Home Commercial Awareness BYTES OF PRIVACY: GOOGLE SET TO STOP THE USE OF THIRD-PARTY COOKIES BY 2022

BYTES OF PRIVACY: GOOGLE SET TO STOP THE USE OF THIRD-PARTY COOKIES BY 2022

by Toluwani Oyedemi

“This website uses cookies, by clicking ‘accept’ you consent to our cookies and other tracking technology”
The average Internet user comes across the above statement at least once a day. Cookies (the non-edible ones,) are part of a coding system that tracks your internet activities and allows new sites you visit, see the previous sites that you have visited.

These websites store their information on your browser making it easy to track. Technology companies like Google use these cookies to display ads across the web with the information gathered from different sites.

When using the internet, cookies are pretty useful. They help users auto-fill passwords, payment details and other necessary information. However, over time, the interference of cookies have become burdensome so much so that Internet users have had to download adblockers to help protect their privacy.

According to research done to the Pews Research Center, 72% of internet users feel their activities are being tracked by advertisements and companies, while 81% believe that the potential risks of having their personal information used by third parties outweigh the benefits.

Google’s decision

Today, we’re making explicit that once third-party cookies are phased out, we will not build alternate identifiers to track individuals as they browse across the web, nor will we use them in our products’ – David Temkin, the Director of Product Management, Ads, Privacy and Trust, Google.

In a blog post titled: ‘Charting a course through a more privacy-first web’ which was published on the 3rd of March 2021, Google announced that it will be removing the third-party tracking feature on its websites.

According to the post which was written by Temkin, the reason for the removal of support for third-party cookies is to “build innovations that protect anonymity while still delivering results for advertisers and publishers”.

Google is not the first to stop the use of third-party cookies, as Mozilla’s Firefox and Apple’s Safari have done the same. The company is however the first to produce a replacement. In a blog post published on the 25th of January, Google stated that it has created a Privacy Sandbox as an alternative to third-party cookies. The Privacy Sandbox called FLoC – Federated Learning of Cohorts is a technology for interest-based advertising.

The FLoC is a cohort tracking program that seeks to study user behaviour and categorize these users based on their interests and habits. That is, instead of ads being targeted at individuals, companies could target their ads to larger groups with similar interests.

Implications

On the surface, Google’s decision may appear to be a step in favour of privacy and data protection, but it is not so. The implication of Google’s decision is not that the website will stop collecting cookies or that the information gathered will not be used for ad purposes.

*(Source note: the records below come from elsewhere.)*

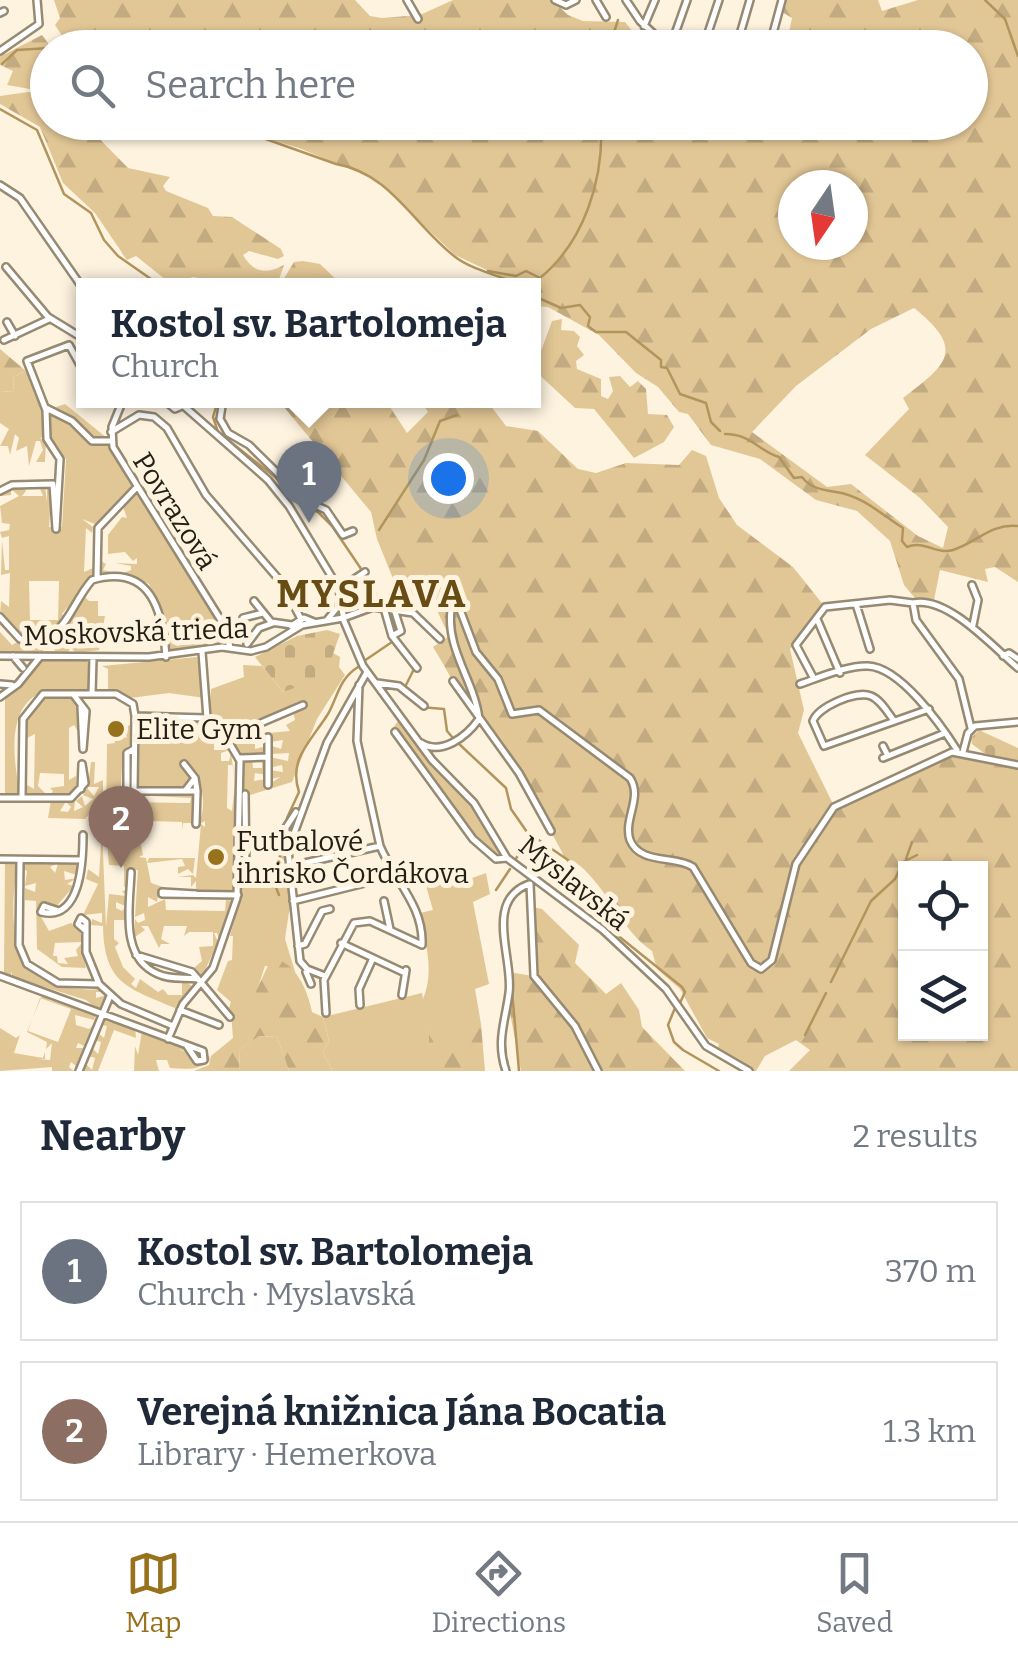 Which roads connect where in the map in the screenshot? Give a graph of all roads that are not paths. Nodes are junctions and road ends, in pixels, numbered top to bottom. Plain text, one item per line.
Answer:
1 (37, 0) edge
2 (407, 0) edge
3 (555, 0) edge
4 (576, 0) edge
5 (596, 0) edge
6 (626, 0) edge
7 (654, 0) edge
8 (686, 0) edge
9 (718, 0) edge
10 (750, 0) edge
11 (782, 0) edge
12 (606, 17) dead end
13 (418, 19) dead end
14 (644, 26) junction
15 (30, 30) edge
16 (31, 30) edge
17 (649, 30) edge
18 (675, 30) edge
19 (709, 30) edge
20 (741, 30) edge
21 (774, 30) edge
22 (0, 51) edge
23 (3, 186) edge
24 (6, 267) dead end
25 (76, 278) edge
26 (49, 319) junction
27 (7, 322) dead end
28 (76, 334) edge
29 (14, 336) junction
30 (4, 340) dead end
31 (76, 358) edge
32 (45, 408) junction
33 (121, 408) edge
34 (185, 408) edge
35 (222, 408) edge
36 (112, 432) junction
37 (111, 441) junction
38 (57, 484) junction
39 (136, 488) junction
40 (0, 490) edge
41 (295, 500) junction
42 (353, 531) dead end
43 (362, 574) dead end
44 (97, 578) junction
45 (972, 586) dead end
46 (341, 595) junction
47 (254, 601) dead end
48 (913, 603) junction
49 (856, 604) junction
50 (381, 607) junction
51 (394, 609) junction
52 (362, 610) junction
53 (264, 613) junction
54 (816, 616) junction
55 (0, 617) edge
56 (244, 618) dead end
57 (343, 618) junction
58 (302, 619) junction
59 (327, 620) junction
60 (314, 622) junction
61 (273, 623) junction
62 (974, 626) junction
63 (291, 628) junction
64 (348, 631) junction
65 (392, 636) junction
66 (440, 639) dead end
67 (247, 644) dead end
68 (226, 647) junction
69 (211, 649) junction
70 (870, 649) dead end
71 (202, 651) junction
72 (189, 654) junction
73 (2, 656) edge
74 (13, 656) junction
75 (25, 656) junction
76 (1004, 656) junction
77 (41, 657) junction
78 (166, 657) junction
79 (93, 658) junction
80 (1018, 659) edge
81 (204, 660) junction
82 (417, 668) dead end
83 (1018, 668) edge
84 (24, 670) junction
85 (367, 672) junction
86 (840, 674) junction
87 (814, 679) junction
88 (453, 681) dead end
89 (376, 683) junction
90 (0, 684) edge
91 (800, 684) dead end
92 (359, 685) junction
93 (73, 694) junction
94 (92, 694) junction
95 (0, 697) edge
96 (303, 705) dead end
97 (81, 706) junction
98 (424, 706) dead end
99 (929, 709) junction
100 (135, 716) junction
101 (207, 718) junction
102 (479, 719) junction
103 (894, 721) junction
104 (1018, 724) edge
105 (971, 728) junction
106 (395, 732) dead end
107 (946, 732) junction
108 (227, 737) junction
109 (268, 737) dead end
110 (422, 742) junction
111 (882, 746) dead end
112 (435, 749) junction
113 (960, 752) junction
114 (240, 758) junction
115 (268, 758) junction
116 (432, 760) junction
117 (184, 764) dead end
118 (1018, 765) edge
119 (195, 778) junction
120 (268, 785) dead end
121 (197, 790) junction
122 (130, 791) junction
123 (185, 791) junction
124 (80, 792) dead end
125 (245, 794) dead end
126 (0, 798) edge
127 (22, 798) junction
128 (302, 806) junction
129 (242, 813) junction
130 (141, 821) dead end
131 (196, 824) dead end
132 (551, 831) dead end
133 (283, 832) dead end
134 (83, 835) dead end
135 (380, 846) junction
136 (506, 858) junction
137 (0, 859) edge
138 (20, 860) junction
139 (83, 860) junction
140 (286, 867) junction
141 (131, 872) dead end
142 (246, 875) dead end
143 (393, 876) junction
144 (531, 882) junction
145 (196, 894) junction
146 (238, 894) junction
147 (384, 901) dead end
148 (292, 902) junction
149 (56, 910) dead end
150 (330, 910) dead end
151 (390, 929) junction
152 (86, 931) dead end
153 (341, 943) junction
154 (298, 946) junction
155 (373, 958) junction
156 (303, 966) junction
157 (2, 975) edge
158 (325, 976) junction
159 (200, 982) junction
160 (99, 984) junction
161 (311, 984) dead end
162 (402, 994) dead end
163 (110, 996) junction
164 (360, 1005) dead end
165 (180, 1010) junction
166 (101, 1013) junction
167 (326, 1013) dead end
168 (230, 1017) dead end
169 (219, 1025) dead end
170 (173, 1026) junction
171 (168, 1039) junction
172 (187, 1046) dead end
173 (79, 1071) edge
174 (506, 1071) edge
175 (598, 1071) edge
176 (749, 1071) edge

1 - 16 street
2 - 13 street
3 - 4 street
5 - 12 street
6 - 14 street
7 - 14 street
8 - 18 street
9 - 19 street
10 - 20 street
11 - 21 street
14 - 17 street
15 - 22 street
23 - 25 street
24 - 26 street
26 - 28 street
26 - 29 street
27 - 29 street
29 - 30 street
31 - 32 street
32 - 37 street
32 - 38 street
33 - 36 street, Povrazová
34 - 41 street, Myslavská
35 - 41 street
36 - 37 street, Povrazová
36 - 58 street
37 - 39 street, Povrazová
38 - 38 street
38 - 40 street
39 - 44 street
39 - 68 street, Povrazová
41 - 42 street
41 - 46 street, Myslavská
43 - 46 street
44 - 55 street
44 - 78 street
45 - 62 street
46 - 52 street
46 - 57 street, Myslavská
46 - 59 street
47 - 53 street
48 - 49 street
48 - 62 street
48 - 105 street
49 - 54 street
49 - 70 street
50 - 51 street, Moskovská trieda
50 - 52 street, Moskovská trieda
50 - 65 street
51 - 65 street
51 - 66 street
52 - 57 street, Moskovská trieda
53 - 56 street
53 - 61 street
54 - 86 street
54 - 87 street
57 - 59 street, Moskovská trieda
57 - 64 street, Myslavská
58 - 60 street
58 - 63 street
59 - 60 street, Moskovská trieda
59 - 64 street
60 - 63 street, Moskovská trieda
61 - 63 street
61 - 67 street
62 - 76 street
63 - 68 street, Moskovská trieda
64 - 85 street, Myslavská
65 - 82 street
68 - 69 street, Moskovská trieda
69 - 71 street, Moskovská trieda
69 - 81 street
71 - 72 street, Moskovská trieda
71 - 81 street
72 - 78 street, Moskovská trieda
72 - 81 street
73 - 74 street, Moskovská trieda
74 - 75 street, Moskovská trieda
74 - 84 street
75 - 77 street, Moskovská trieda
75 - 84 street
76 - 80 street
76 - 83 street
77 - 79 street, Moskovská trieda
77 - 84 street
78 - 79 street, Moskovská trieda
79 - 94 street
81 - 101 street
84 - 90 street
84 - 95 street
85 - 89 street, Myslavská
85 - 92 street
86 - 87 street
86 - 99 street
87 - 91 street
88 - 102 street
89 - 98 street
89 - 110 street, Myslavská
92 - 128 street
92 - 135 street
93 - 94 street
93 - 97 street
93 - 127 street
94 - 100 street
96 - 108 street
97 - 97 street
99 - 103 street
99 - 107 street
100 - 101 street
100 - 122 street
101 - 108 street
102 - 112 street
102 - 113 street
102 - 132 street
103 - 103 street
104 - 105 street
105 - 113 street
106 - 136 street
107 - 111 street
107 - 113 street
108 - 114 street
109 - 115 street
110 - 112 street
110 - 116 street, Myslavská
112 - 116 street
113 - 118 street
114 - 115 street
114 - 129 street
115 - 120 street
116 - 136 street, Myslavská
117 - 119 street
119 - 121 street
119 - 123 street
121 - 123 street
121 - 131 street
122 - 123 street
122 - 130 street
124 - 127 street
125 - 129 street
126 - 127 street
128 - 133 street
128 - 140 street
129 - 142 street
129 - 146 street
134 - 139 street
135 - 140 street
135 - 143 street
136 - 144 street, Myslavská
137 - 138 street
138 - 139 street
138 - 160 street
139 - 149 street
140 - 148 street
141 - 159 street
143 - 148 street
143 - 151 street
144 - 174 street
144 - 175 street
144 - 176 street, Myslavská
145 - 145 street
145 - 146 street
146 - 159 street
147 - 151 street
148 - 154 street
150 - 154 street
151 - 153 street
152 - 160 street
153 - 155 street
153 - 158 street
154 - 156 street
155 - 162 street
155 - 164 street
156 - 158 street
156 - 161 street
157 - 166 street
158 - 167 street
159 - 165 street
159 - 168 street
160 - 163 street
163 - 166 street
163 - 170 street
165 - 169 street
165 - 170 street
166 - 171 street
166 - 173 street
170 - 171 street
171 - 172 street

The implication is that Google will stop selling ads that are targeted at individual users and Google Chrome will stop allowing cookies to collect user’s data. Google, however, will have little or nothing to lose as it will still collect user information and will still target ads towards its users in cohorts.

What Google seeks to do is not new, it’s a concept similar to the model being employed by Facebook. A method is a form of consumer profiling whereby one can create a customised audience (i.e. a group of users with similar interests or even mixed interests) that will be used by advertisers to target their ads. The implication of Google’s FLoC program is to collect data but in a more anonymous and less ‘invasive’ way.

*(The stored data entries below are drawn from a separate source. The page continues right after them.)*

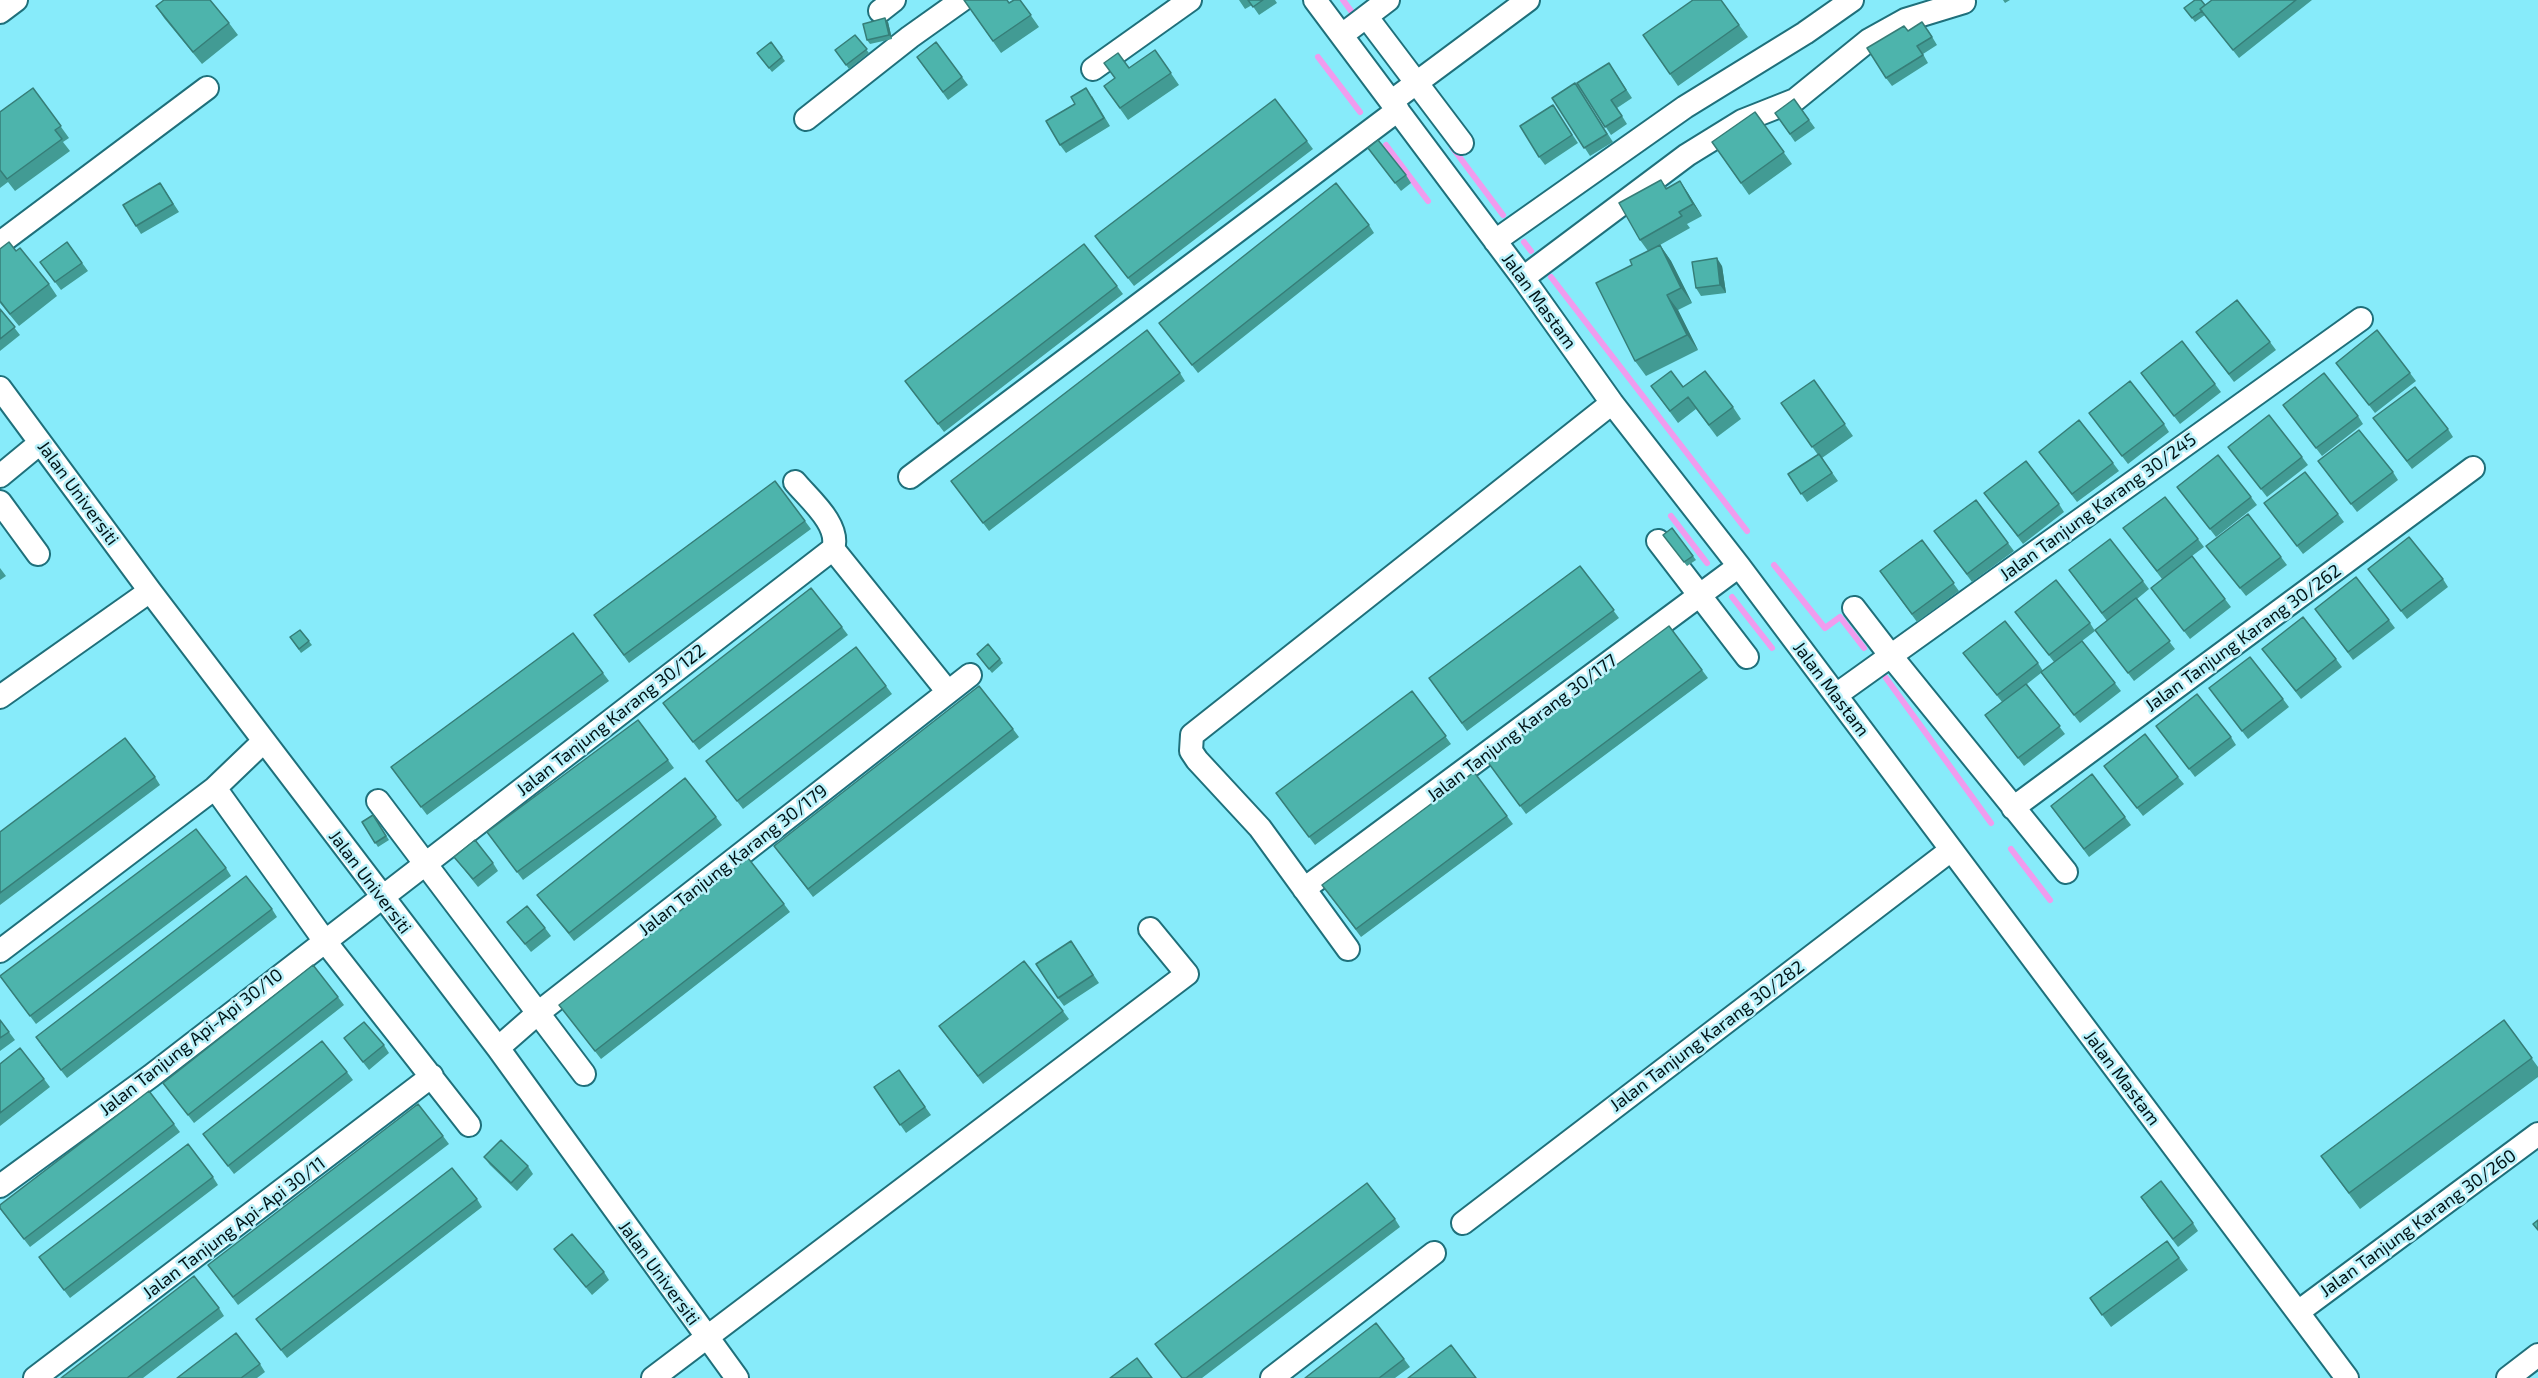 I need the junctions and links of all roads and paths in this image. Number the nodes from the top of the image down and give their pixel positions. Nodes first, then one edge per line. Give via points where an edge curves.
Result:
1 (16, 0) edge
2 (962, 0) edge
3 (1190, 0) edge
4 (1315, 0) edge
5 (1528, 0) edge
6 (1852, 0) edge
7 (1964, 2) dead end
8 (0, 12) edge
9 (1377, 12) edge
10 (1344, 33) junction
11 (1093, 69) dead end
12 (1417, 83) junction
13 (207, 88) dead end
14 (1395, 105) junction
15 (806, 119) dead end
16 (1462, 143) dead end
17 (1495, 241) junction
18 (0, 243) edge
19 (1522, 278) junction
20 (2361, 319) dead end
21 (0, 388) edge
22 (1612, 403) junction
23 (40, 442) junction
24 (2473, 468) dead end
25 (0, 476) edge
26 (910, 477) dead end
27 (795, 482) dead end
28 (0, 502) edge
29 (1658, 542) dead end
30 (835, 544) junction
31 (38, 554) dead end
32 (1739, 566) junction
33 (150, 591) junction
34 (1699, 595) junction
35 (1854, 609) dead end
36 (1891, 656) junction
37 (1747, 657) dead end
38 (970, 675) dead end
39 (948, 692) junction
40 (1836, 695) junction
41 (0, 697) edge
42 (264, 741) junction
43 (215, 788) junction
44 (378, 801) dead end
45 (2013, 808) junction
46 (1951, 850) junction
47 (424, 865) junction
48 (2066, 872) dead end
49 (1304, 889) junction
50 (382, 898) junction
51 (1150, 929) dead end
52 (324, 940) junction
53 (1348, 949) dead end
54 (0, 951) edge
55 (538, 1012) junction
56 (498, 1048) junction
57 (584, 1074) dead end
58 (432, 1076) junction
59 (469, 1125) dead end
60 (2538, 1134) edge
61 (0, 1186) edge
62 (1463, 1223) dead end
63 (1434, 1253) dead end
64 (2298, 1312) junction
65 (705, 1338) junction
66 (2538, 1355) edge
67 (35, 1378) edge
68 (654, 1378) edge
69 (736, 1378) edge
70 (1272, 1378) edge
71 (2347, 1378) edge
72 (2508, 1378) edge

1 - 8 street
2 - 15 street
3 - 11 street
4 - 10 street, Jalan Mastam
5 - 12 street
6 - 17 street via 1685,107
7 - 19 street via 1905,20 1869,40 1795,100 1742,121 1687,155
9 - 10 street
9 - 12 street
10 - 14 street, Jalan Mastam
12 - 14 street
12 - 16 street
13 - 18 street
14 - 17 street, Jalan Mastam
14 - 26 street
17 - 19 street, Jalan Mastam
19 - 22 street, Jalan Mastam
20 - 36 street, Jalan Tanjung Karang 30/245
21 - 23 street, Jalan Universiti
22 - 32 street, Jalan Mastam
22 - 49 street via 1192,735 1191,751 1197,760 1260,828
23 - 25 street
23 - 33 street, Jalan Universiti
24 - 45 street, Jalan Tanjung Karang 30/262
27 - 30 street via 824,517
28 - 31 street
29 - 34 street
30 - 39 street
30 - 47 street, Jalan Tanjung Karang 30/122
32 - 34 street, Jalan Tanjung Karang 30/177
32 - 40 street, Jalan Mastam
33 - 41 street
33 - 42 street, Jalan Universiti
34 - 37 street
34 - 49 street, Jalan Tanjung Karang 30/177
35 - 36 street
36 - 40 street, Jalan Tanjung Karang 30/245
36 - 45 street
38 - 39 street, Jalan Tanjung Karang 30/179
39 - 55 street, Jalan Tanjung Karang 30/179
40 - 46 street, Jalan Mastam
42 - 43 street
42 - 50 street, Jalan Universiti
43 - 52 street
43 - 54 street
44 - 47 street
45 - 48 street
46 - 62 street, Jalan Tanjung Karang 30/282
46 - 64 street, Jalan Mastam
47 - 50 street, Jalan Tanjung Karang 30/122
47 - 55 street
49 - 53 street
50 - 52 street, Jalan Tanjung Api-Api 30/10
50 - 56 street, Jalan Universiti
51 - 65 street via 1187,974
52 - 58 street
52 - 61 street, Jalan Tanjung Api-Api 30/10 via 151,1076
55 - 56 street, Jalan Tanjung Karang 30/179
55 - 57 street
56 - 65 street, Jalan Universiti
58 - 59 street
58 - 67 street, Jalan Tanjung Api-Api 30/11
60 - 64 street, Jalan Tanjung Karang 30/260
63 - 70 street
64 - 71 street, Jalan Mastam
65 - 68 street
65 - 69 street, Jalan Universiti
66 - 72 street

This move by Google is in the Company’s sole interest, contrary to what they want the public to believe. By removing third-party cookies, Google will only stifle its other competitors thereby giving it an unfair advantage. The company will still retain consumer information, and will still use it for tracking purposes. The only minor difference is that Chrome users will now be tracked in groups as opposed to being tracked individually.

Reactions

The European Commission on the 22nd of June 2021 stated that it has begun an investigation into Google for ‘possible anti-competitive conduct’ in the market. The Commission stated that it will “examine whether Google is distorting competition by restricting access by third parties to user data for advertising purposes on websites and apps while reserving such data for its use.”

Margrethe Vestager, the Vice President in charge of the EC’s Competition Policy, stated that the European government is “concerned that Google has made it harder for rival online advertising services to compete in the so-called ad tech stack.”

The United Kingdom is not the only party to react as the Texas Attorney General, Ken Paxton dismissed Google’s cohort tracking program calling it a “social credit score based on group identity”. In October 2020 and later in December 2020 the U.S Attorneys General filed an anti-trust complaint against Google and view Google’s Privacy Sandbox as an anti-competition strategy and a way of preventing its competitors from gaining access to relevant information on consumer behaviour.

Although Google’s decision will not take effect until 2022, one can only anticipate the turn of events within that period. However things go, one thing is certain – the privacy of internet users should be prioritized above all else.